– ¿Te parece que Noonan tiene algo sólido contra Mickey?
– No, teniente, me parece que no.
– Llámame Dave.
– Le llamaré teniente. Ya tengo suficientes amigos entre la comunidad de servidores de la ley.
– ¿Por ejemplo?
– Por ejemplo, Noonan y su colega del FBI, Shipstad. ¿Eh, conoce a Johnny Duhamel, «el Escolar»?
– Claro. Estuvo en los «Guantes de Oro», pasó a profesional y se retiró enseguida.
– Si pierdes el primer combate profesional, es mejor que te retires. Así se lo dije, porque Johnny y yo somos viejos amigos, y ahora Johnny es el «agente» Johnny Duhamel, «el Escolar», del jodido LAPD, en la intocable Brigada Antibandas, nada menos. Y es muy amigo del… ¿cómo le llamáis?, legendario capitán Dudley Smith. Así que basta ya de joder…
– Ruiz, cuida ese vocabulario.
Junior, enojado. Johnson, embobado ante el televisor: el ratón Mickey huyendo del pato Donald. Junior bajó el volumen.

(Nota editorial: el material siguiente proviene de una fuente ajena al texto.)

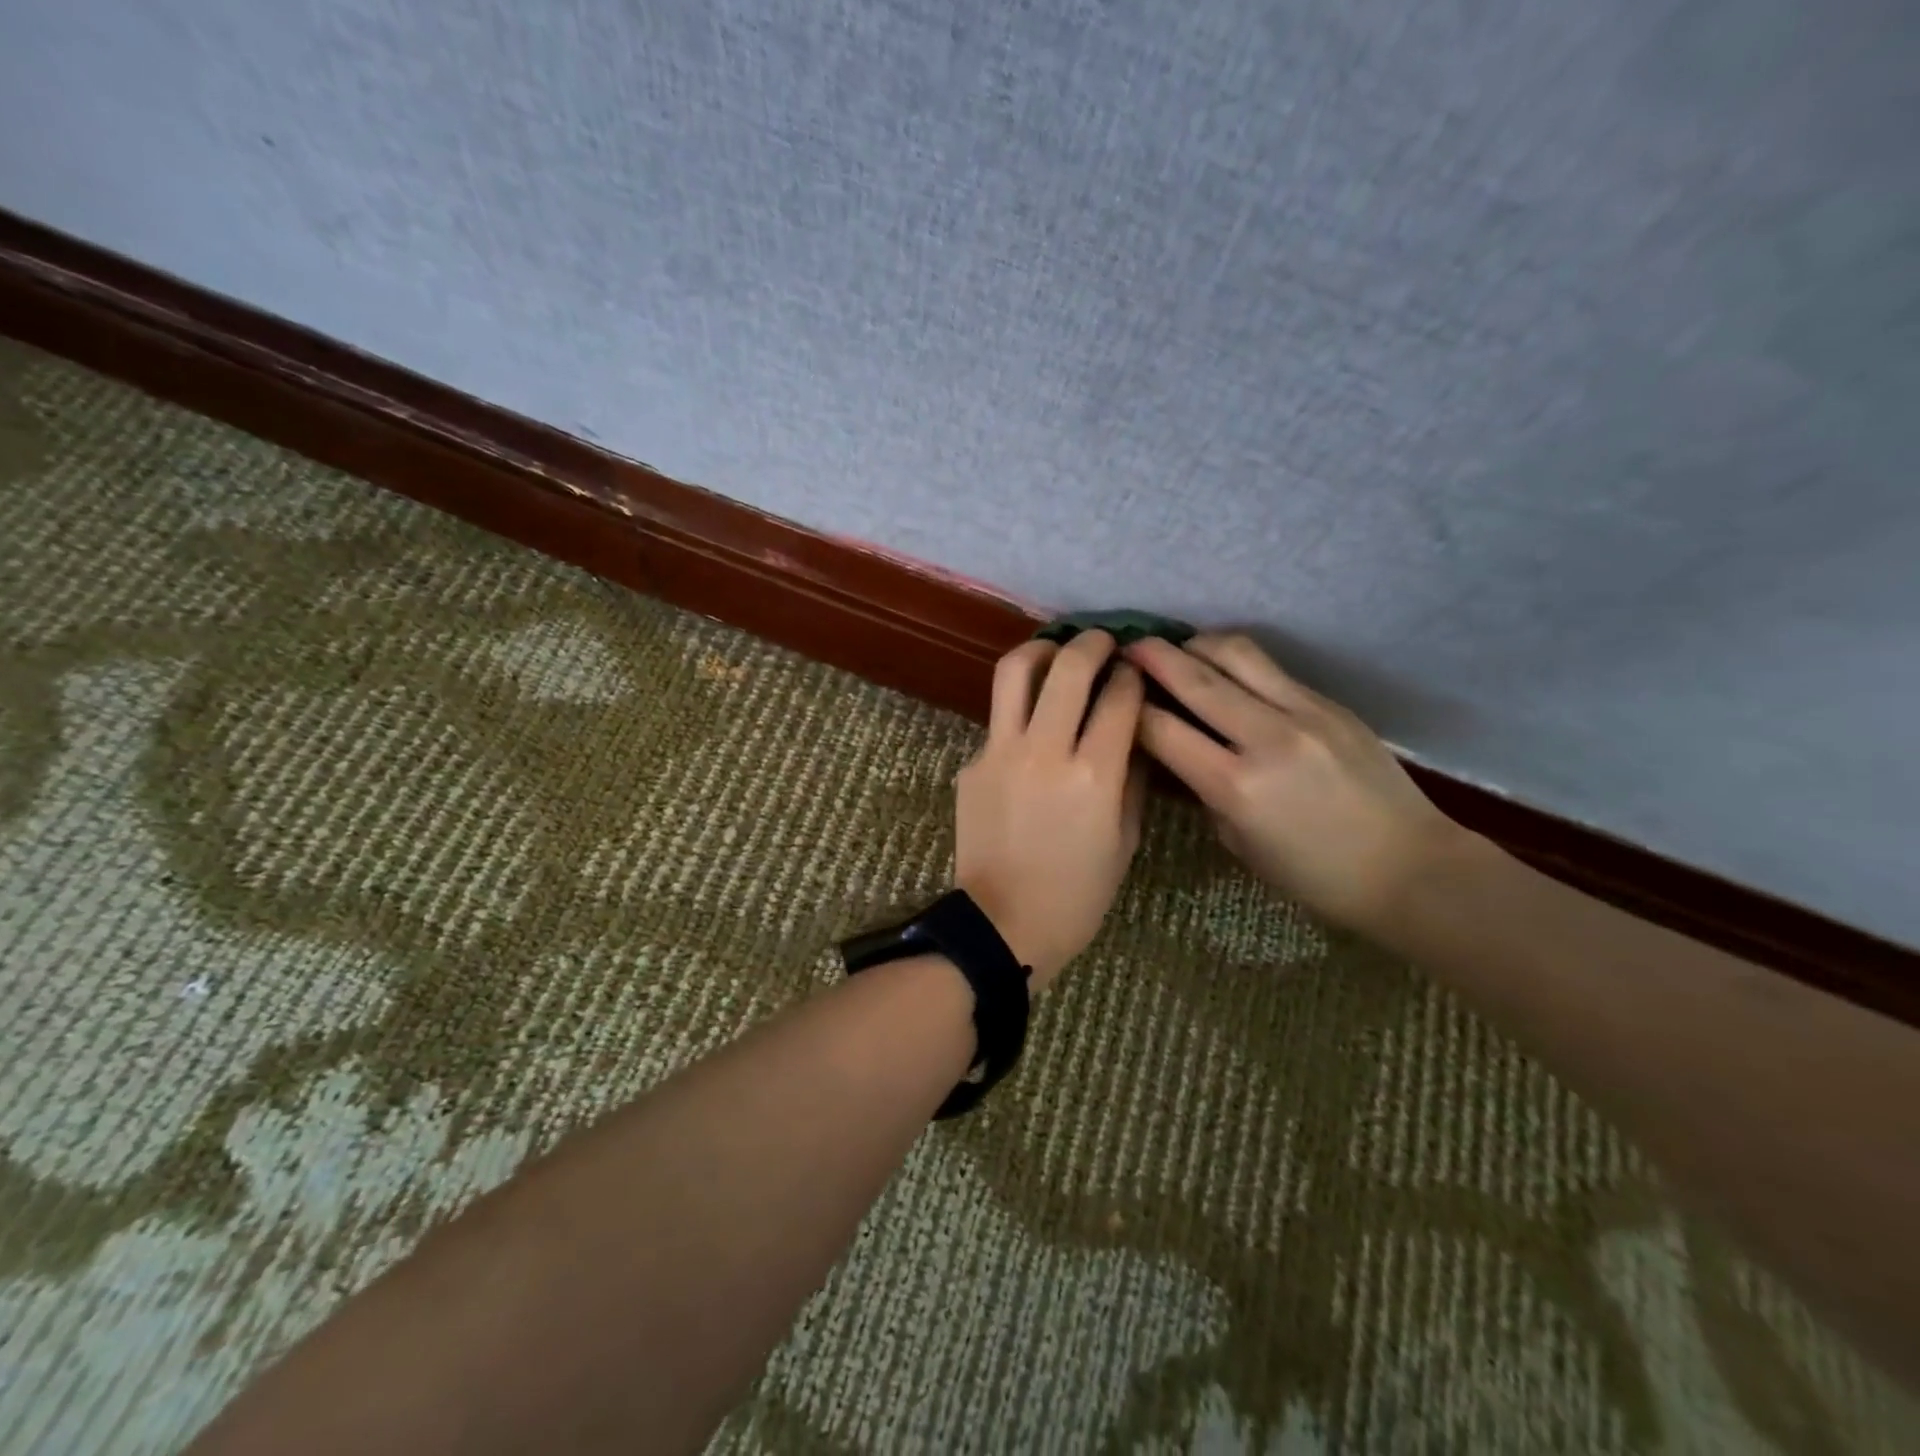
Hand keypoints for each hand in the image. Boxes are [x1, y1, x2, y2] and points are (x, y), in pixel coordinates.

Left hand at [955, 631, 1146, 989]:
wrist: (1003, 923)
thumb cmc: (1077, 894)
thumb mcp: (1124, 840)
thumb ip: (1131, 776)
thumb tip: (1131, 730)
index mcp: (1094, 774)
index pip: (1119, 696)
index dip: (1132, 674)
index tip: (1135, 671)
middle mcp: (1045, 751)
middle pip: (1069, 666)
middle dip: (1092, 643)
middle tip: (1102, 642)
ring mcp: (1000, 752)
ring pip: (1015, 671)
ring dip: (1042, 650)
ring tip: (1056, 653)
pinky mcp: (972, 763)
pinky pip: (998, 720)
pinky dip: (1020, 710)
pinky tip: (1032, 727)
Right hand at [1124, 634, 1463, 931]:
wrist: (1408, 869)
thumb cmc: (1314, 876)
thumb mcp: (1238, 842)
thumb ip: (1202, 791)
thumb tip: (1175, 753)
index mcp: (1236, 786)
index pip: (1162, 730)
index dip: (1129, 710)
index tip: (1112, 697)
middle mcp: (1266, 738)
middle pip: (1195, 678)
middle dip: (1152, 656)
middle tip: (1127, 646)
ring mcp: (1305, 712)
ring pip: (1236, 653)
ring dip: (1197, 644)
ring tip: (1178, 649)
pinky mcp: (1330, 704)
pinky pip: (1271, 668)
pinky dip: (1235, 661)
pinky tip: (1223, 670)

– Conocí a Johnny Duhamel cuando estuve de instructor en la Academia. Le tenía en mi clase de recogida de pruebas y era un estudiante condenadamente bueno. No me gusta que los criminales confraternicen con los policías, ¿comprende, pendejo?
– Pendejo, ¿eh? Bien, yo seré el estúpido, pero tú eres un vaquero de pacotilla, jugando con la pistola como ese ratón marica de la jodida televisión.
Un tirón de la corbata, una seña a Junior: QUIETO AHÍ.
Junior se inmovilizó… jugueteando con la pistola. Ruiz:
– Siempre puedo utilizar a otro amigo, «Dave». ¿Hay algo que quiera saber?
Subí el volumen del televisor. Johnson miraba, extasiado: Daisy vampirizando al pato Donald. Ruiz:
– Eh, «Dave». ¿Se ha traído a este tipo para sonsacarme?